10 II One Step Ahead to Intimate

8.4K 238 7
                                    

Gue lagi gak bahagia hari ini. Gue publikasi bab ini semoga bisa sedikit memberi kebahagiaan pada kalian.

===

Ragu ragu, Arven meraih kepala gue untuk mendekatkan diri agar bisa mempertemukan kedua bibir yang selama ini hanya bisa berbicara tanpa bisa bersentuh meski terpaksa. Ini gak hanya kali pertama bagi Arven mencium cowok ya. Karena ... ini juga kali pertama bagi gue, seumur hidup gue, bisa menyentuhkan bibir gue dengan orang lain yang memiliki jenis kelamin sama. Momennya gak usah diragukan lagi. Gue nyaris bisa merenggut ruh gue sendiri dari badan, karena masih saja tak menyangka ... bibir lelaki yang gue puja acapkali dia berbicara, kini bisa disesap dan dirasa. Bak adonan kue lembut yang menyentuh bibir, saat bibir Arven sempurna melekat dengan bibir gue. Arven belum berbuat apa apa dengan bibirnya, saat pertama kali mendekatkannya dengan bibir gue. Bahkan ini belum bisa dibilang ciuman atau bahkan french kiss seperti yang diidamkan orang orang. Ini hanyalah momen dimana dua bibir asing saling menempel satu sama lain.

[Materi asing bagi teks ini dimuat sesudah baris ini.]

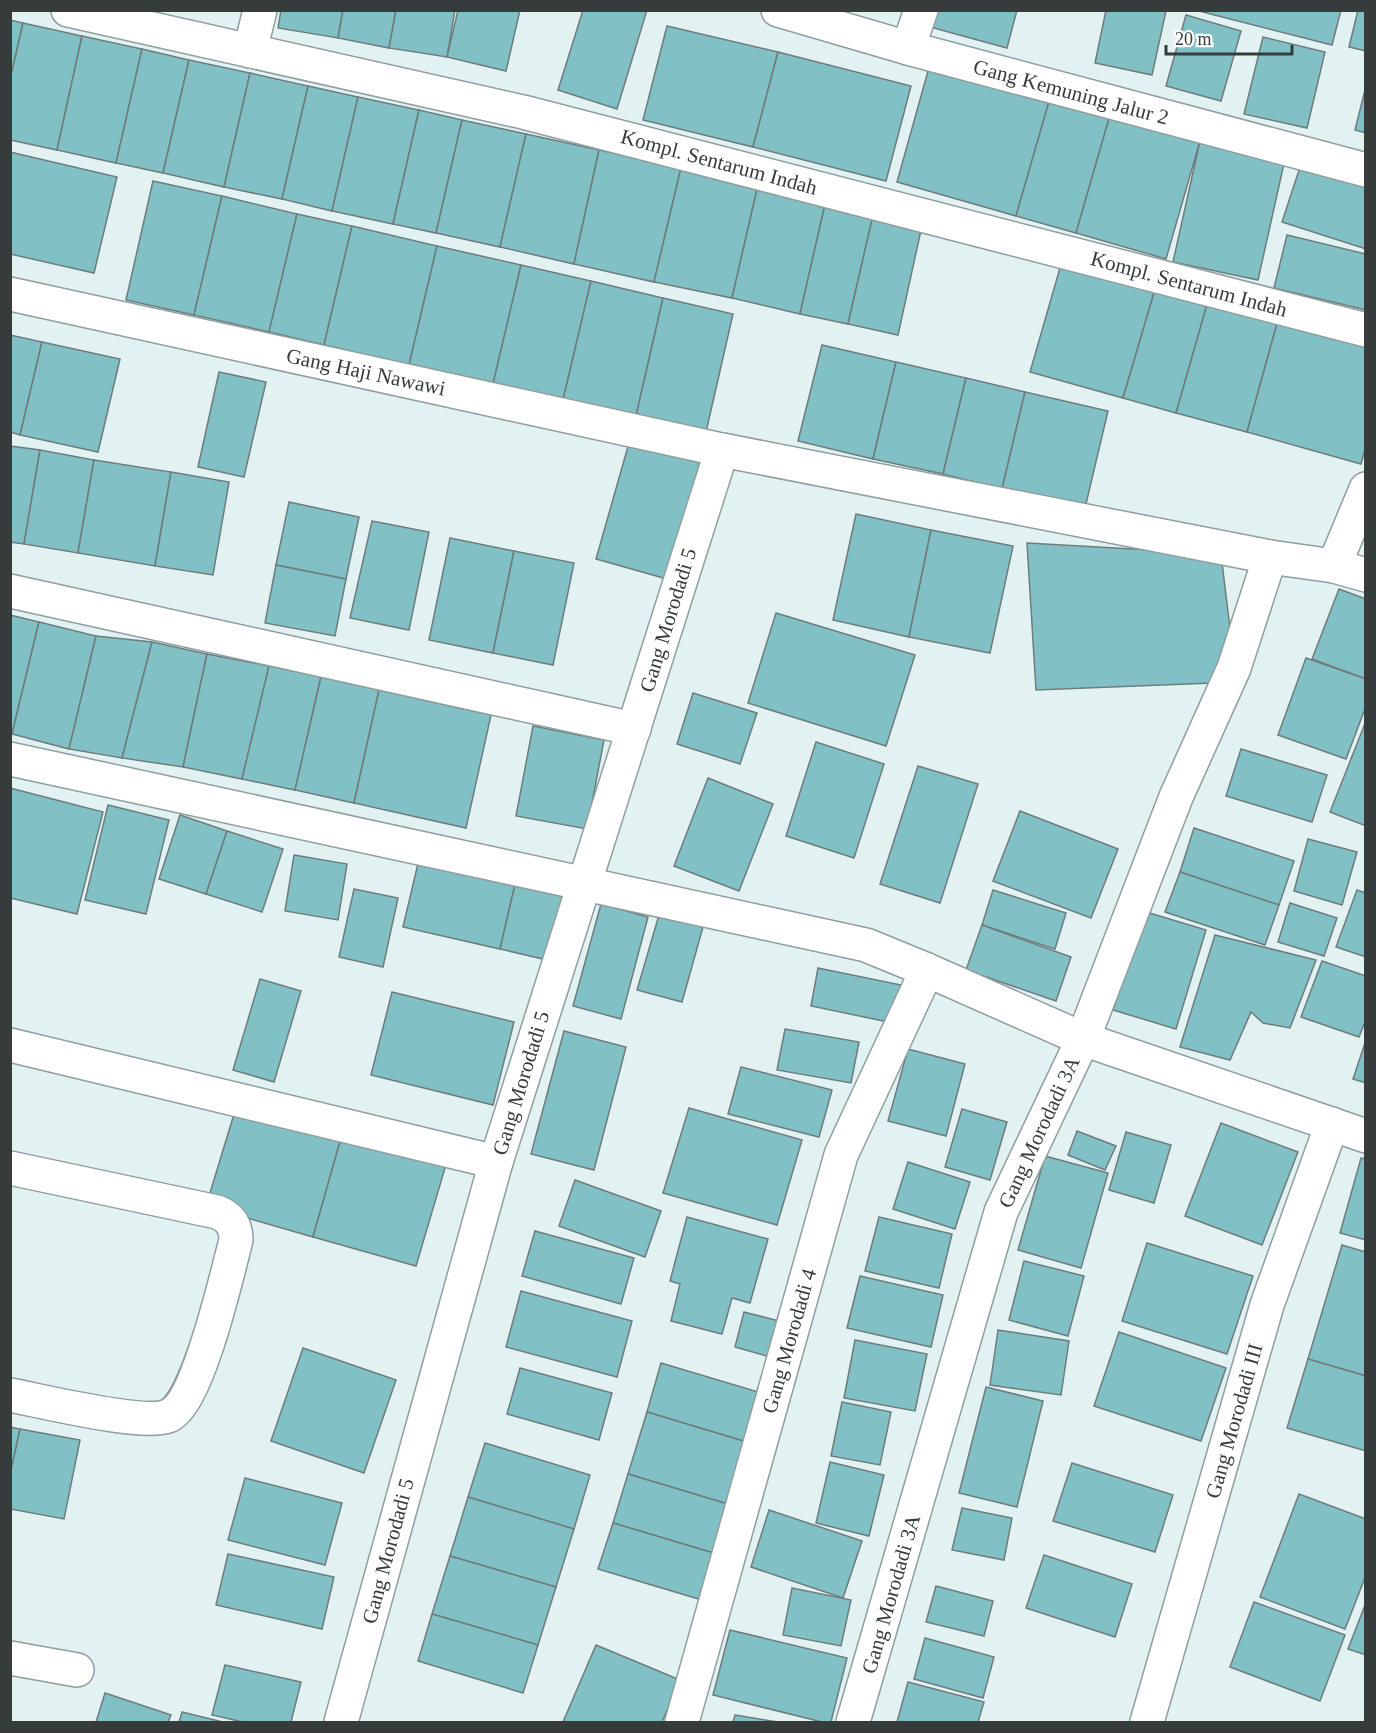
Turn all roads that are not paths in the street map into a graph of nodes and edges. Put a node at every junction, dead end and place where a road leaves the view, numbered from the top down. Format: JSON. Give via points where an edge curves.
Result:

Mungkin ... ini saatnya gue memberanikan diri!

Gue memiringkan kepala gue dan meraih kepalanya agar makin merapat. Seluruh area bibir gue kini mulai meluncurkan lumatan dan hisapan kecil di bibir Arven yang masih saja diam. Sesaat gue membuka mata untuk melihat reaksi Arven, dan dia hanya menutup matanya –mungkin berusaha membayangkan adegan ini sedang berlangsung dengan salah satu cewek cantik yang sangat disukainya. Well, tak apalah! Kali ini kan gue pemenangnya!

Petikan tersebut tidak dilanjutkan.